--- Data provided Enclosed Below ---
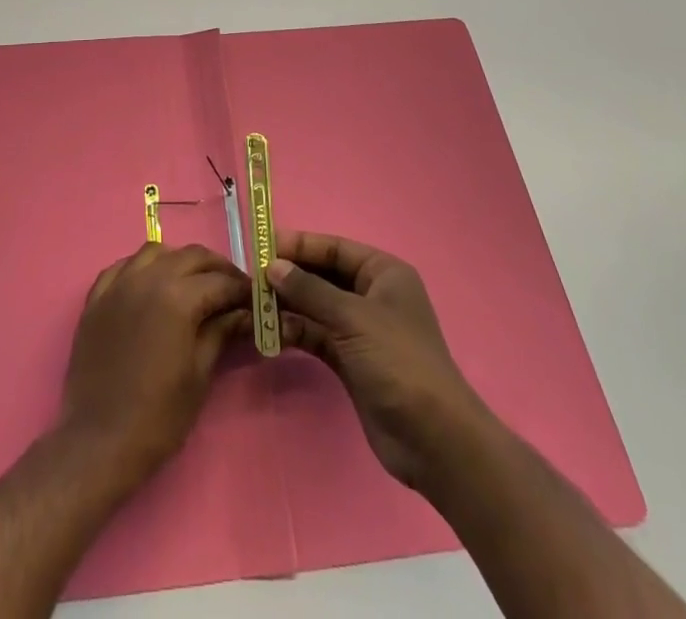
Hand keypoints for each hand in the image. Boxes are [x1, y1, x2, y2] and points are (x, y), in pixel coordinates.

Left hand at [60, 243, 249, 490]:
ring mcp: (118, 285)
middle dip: (217, 269)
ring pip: (156, 252)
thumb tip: (243, 313)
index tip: (255, 299)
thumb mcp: (199, 375)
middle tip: (232, 290)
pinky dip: (143, 268)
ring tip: (193, 284)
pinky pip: (123, 267)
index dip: (242, 289)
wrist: (98, 443)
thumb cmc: (157, 417)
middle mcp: (147, 278)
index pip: (220, 281)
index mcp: (177, 297)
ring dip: (180, 262)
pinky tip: (151, 286)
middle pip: (191, 256)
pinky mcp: (96, 298)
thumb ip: (221, 332)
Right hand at [266, 229, 487, 493]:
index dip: (300, 245)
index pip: (335, 248)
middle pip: (324, 276)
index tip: (263, 245)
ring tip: (255, 305)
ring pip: (317, 307)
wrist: (433, 439)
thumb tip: (272, 266)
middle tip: (252, 276)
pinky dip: (296, 332)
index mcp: (383, 273)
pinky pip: (317, 335)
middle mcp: (372, 295)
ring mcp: (361, 329)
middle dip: (290, 276)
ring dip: (289, 305)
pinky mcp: (351, 360)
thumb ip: (310, 290)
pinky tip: (271, 333)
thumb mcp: (353, 318)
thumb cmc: (398, 361)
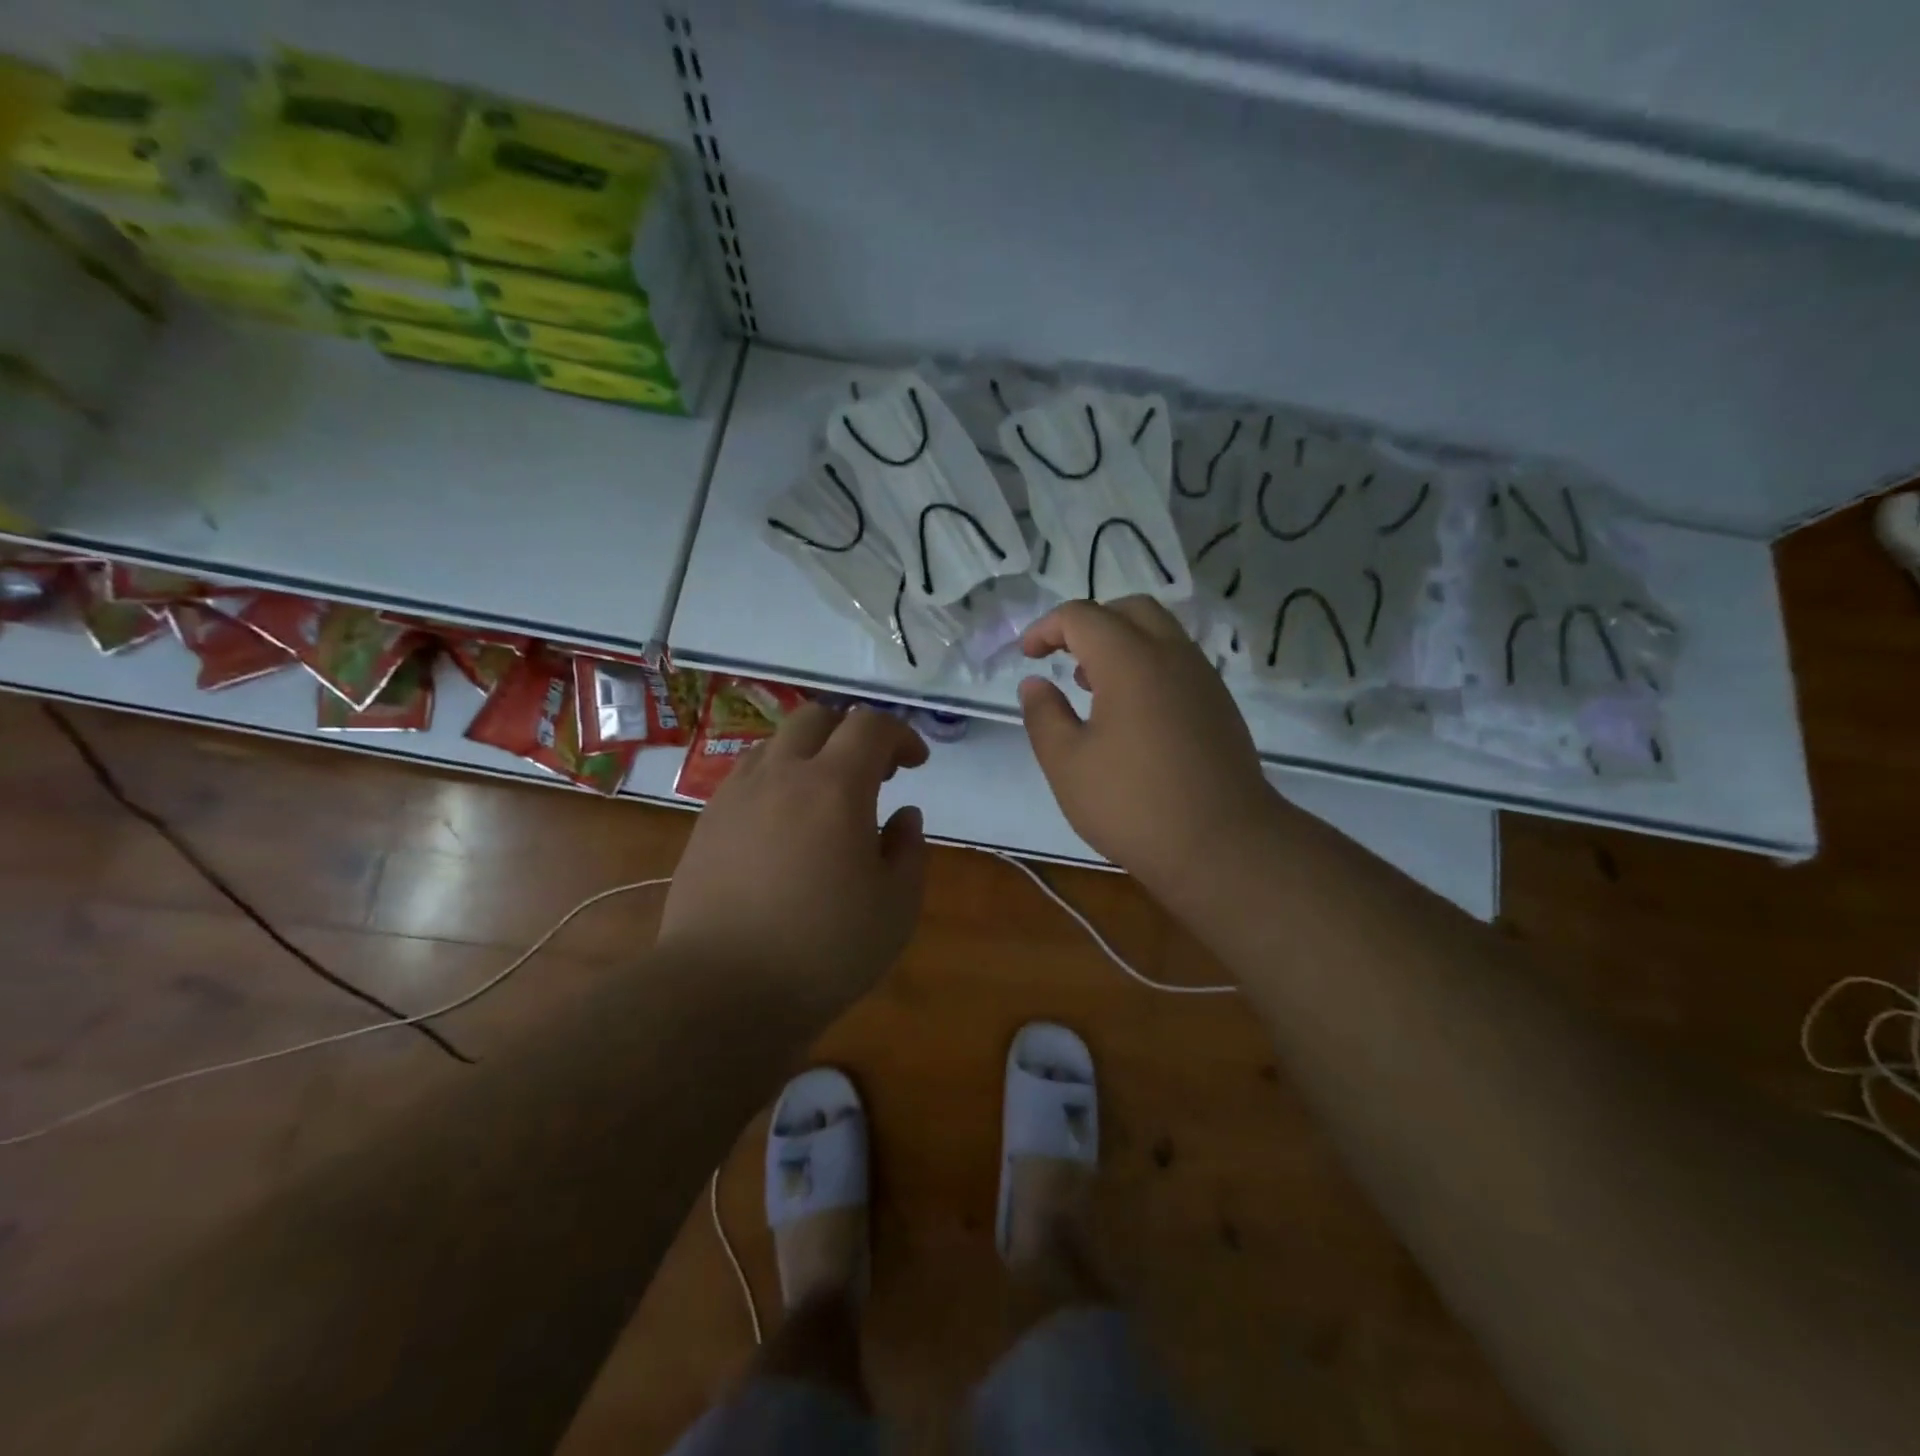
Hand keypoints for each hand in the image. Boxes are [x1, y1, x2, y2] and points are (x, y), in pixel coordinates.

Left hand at [660, 704, 929, 1012]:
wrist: (721, 991)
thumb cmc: (824, 950)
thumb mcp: (896, 907)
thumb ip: (908, 849)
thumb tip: (903, 815)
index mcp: (835, 787)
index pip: (870, 726)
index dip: (901, 734)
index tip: (915, 764)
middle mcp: (782, 775)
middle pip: (817, 717)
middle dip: (852, 732)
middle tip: (873, 772)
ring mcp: (736, 795)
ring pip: (776, 743)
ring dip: (811, 753)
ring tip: (826, 797)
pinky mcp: (707, 822)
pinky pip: (747, 776)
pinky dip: (776, 779)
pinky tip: (784, 824)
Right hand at [1019, 597, 1275, 906]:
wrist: (1223, 845)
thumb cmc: (1133, 804)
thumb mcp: (1067, 764)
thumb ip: (1044, 715)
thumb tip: (1035, 683)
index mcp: (1129, 660)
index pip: (1081, 616)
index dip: (1046, 628)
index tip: (1026, 656)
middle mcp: (1171, 655)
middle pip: (1128, 609)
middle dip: (1089, 623)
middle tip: (1063, 658)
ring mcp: (1202, 678)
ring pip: (1160, 632)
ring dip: (1121, 643)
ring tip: (1092, 686)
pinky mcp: (1219, 704)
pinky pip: (1178, 661)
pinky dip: (1147, 664)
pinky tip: (1131, 713)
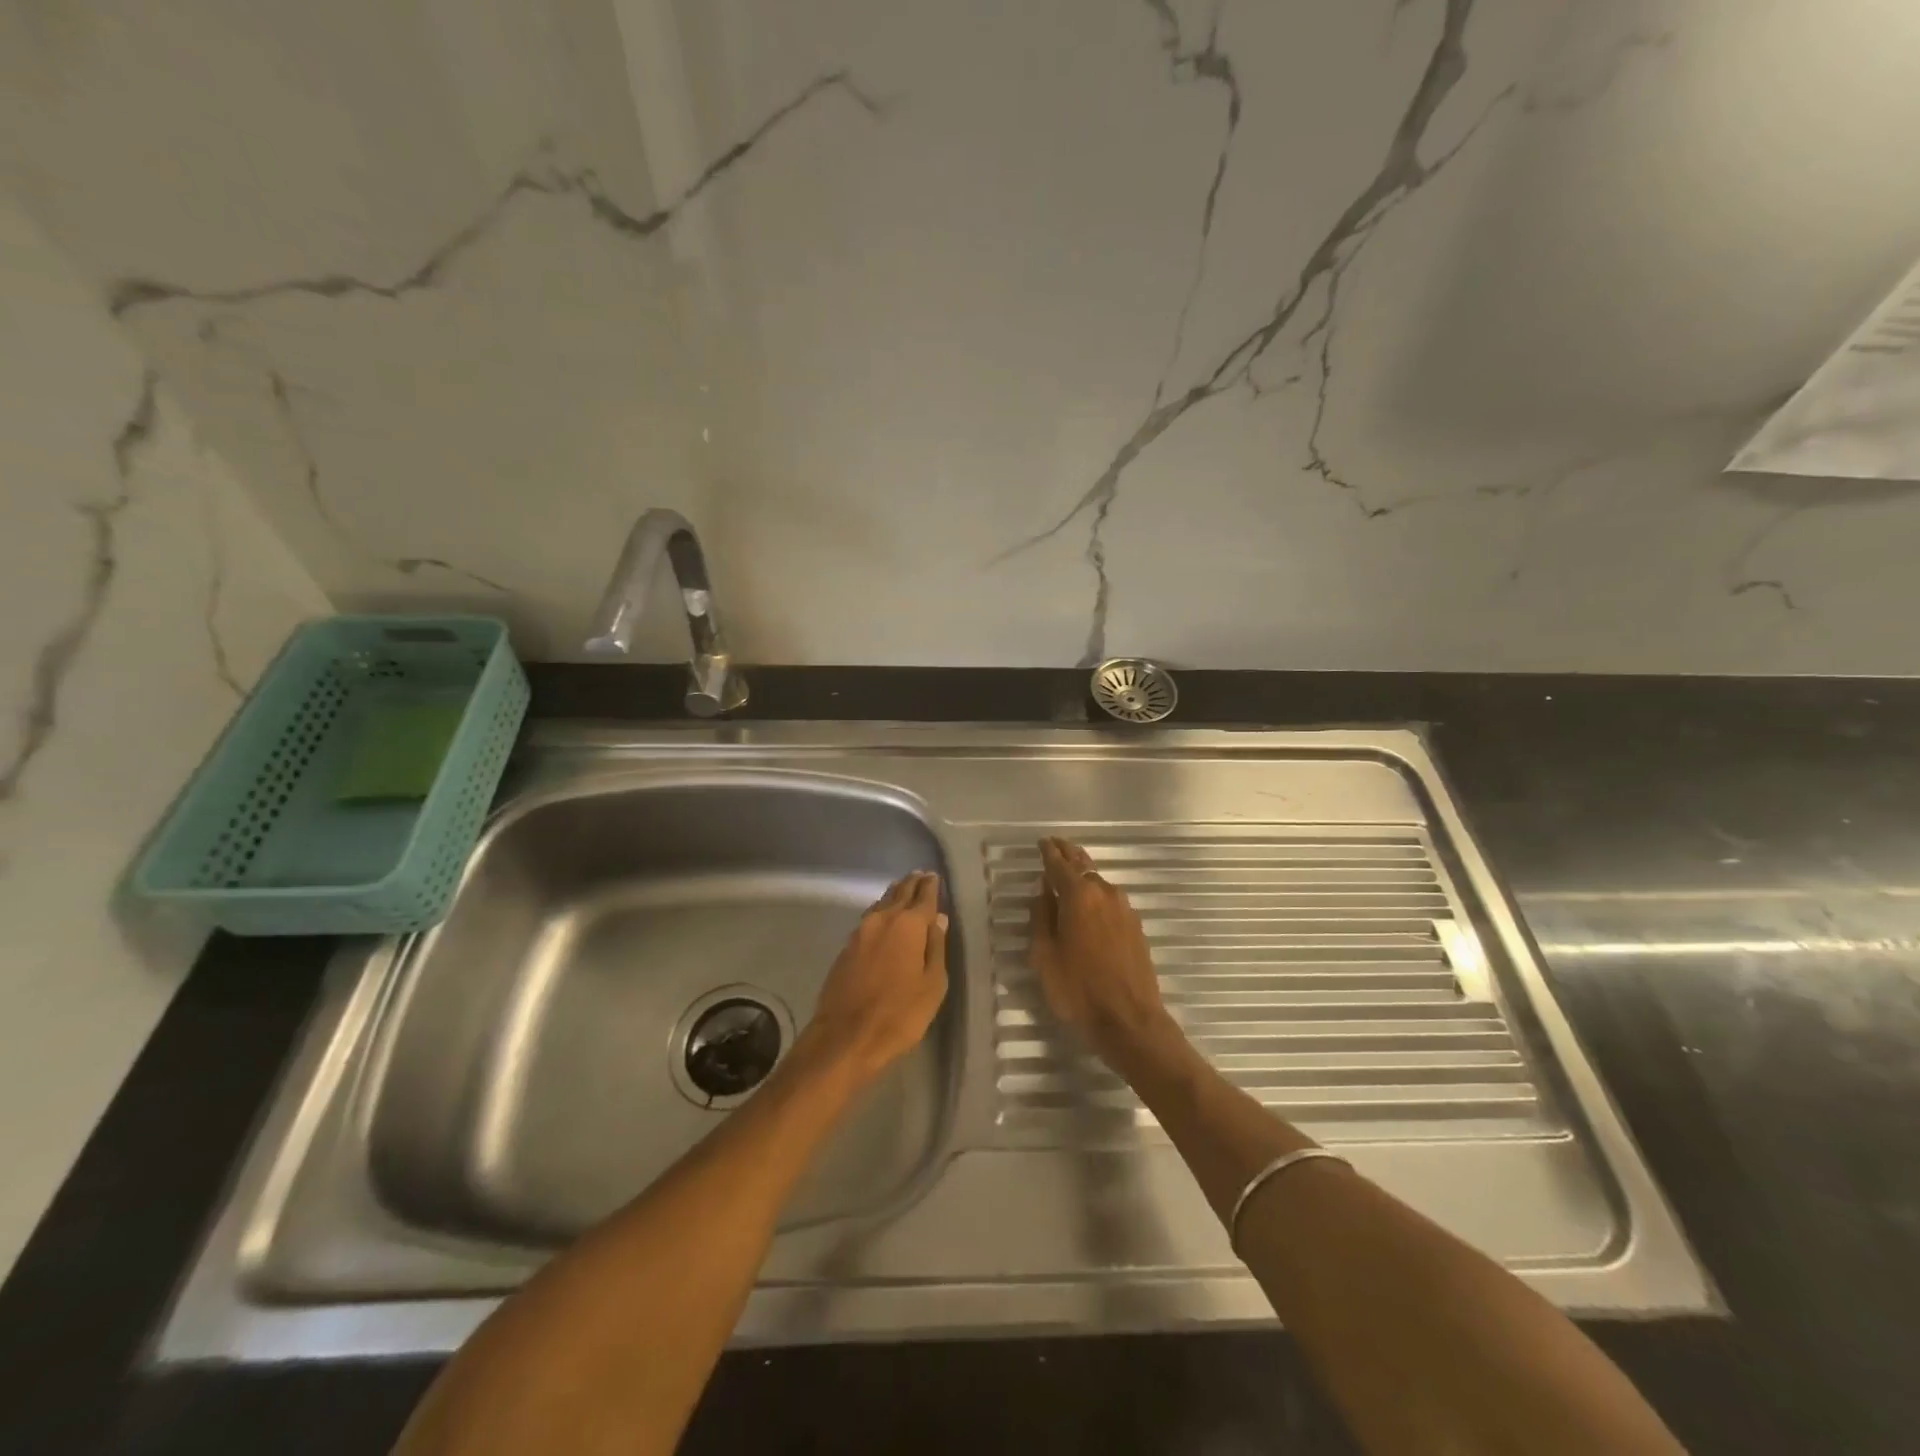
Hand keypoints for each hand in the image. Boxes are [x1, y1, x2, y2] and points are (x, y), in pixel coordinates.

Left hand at [804, 871, 949, 1086]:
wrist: (845, 1037)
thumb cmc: (900, 1014)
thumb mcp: (932, 984)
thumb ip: (936, 947)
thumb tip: (939, 918)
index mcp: (908, 925)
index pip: (924, 896)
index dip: (931, 886)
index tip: (934, 876)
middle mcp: (882, 919)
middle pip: (899, 893)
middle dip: (912, 884)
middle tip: (921, 875)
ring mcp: (860, 932)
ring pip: (881, 903)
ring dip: (894, 895)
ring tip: (904, 890)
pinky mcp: (846, 947)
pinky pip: (869, 918)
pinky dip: (881, 911)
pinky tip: (884, 917)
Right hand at [1029, 837, 1181, 1073]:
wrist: (1130, 1021)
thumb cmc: (1078, 990)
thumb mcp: (1045, 956)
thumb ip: (1042, 918)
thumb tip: (1044, 892)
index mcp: (1079, 896)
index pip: (1059, 864)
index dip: (1048, 852)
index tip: (1042, 842)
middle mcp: (1104, 893)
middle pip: (1083, 865)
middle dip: (1068, 853)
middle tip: (1056, 845)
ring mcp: (1124, 909)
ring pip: (1099, 882)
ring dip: (1083, 874)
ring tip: (1070, 873)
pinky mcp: (1136, 926)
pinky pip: (1110, 900)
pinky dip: (1096, 894)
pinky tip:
--- End of Enclosed Data provided ---
Requirement:
Only lines containing the word "Left" should appear in the answer, and every such line from the records above must be there.

Answer below:
Left hand at [60, 243, 249, 490]:
Left hand at [660, 704, 929, 1012]:
Left hand at [804, 871, 949, 1086]:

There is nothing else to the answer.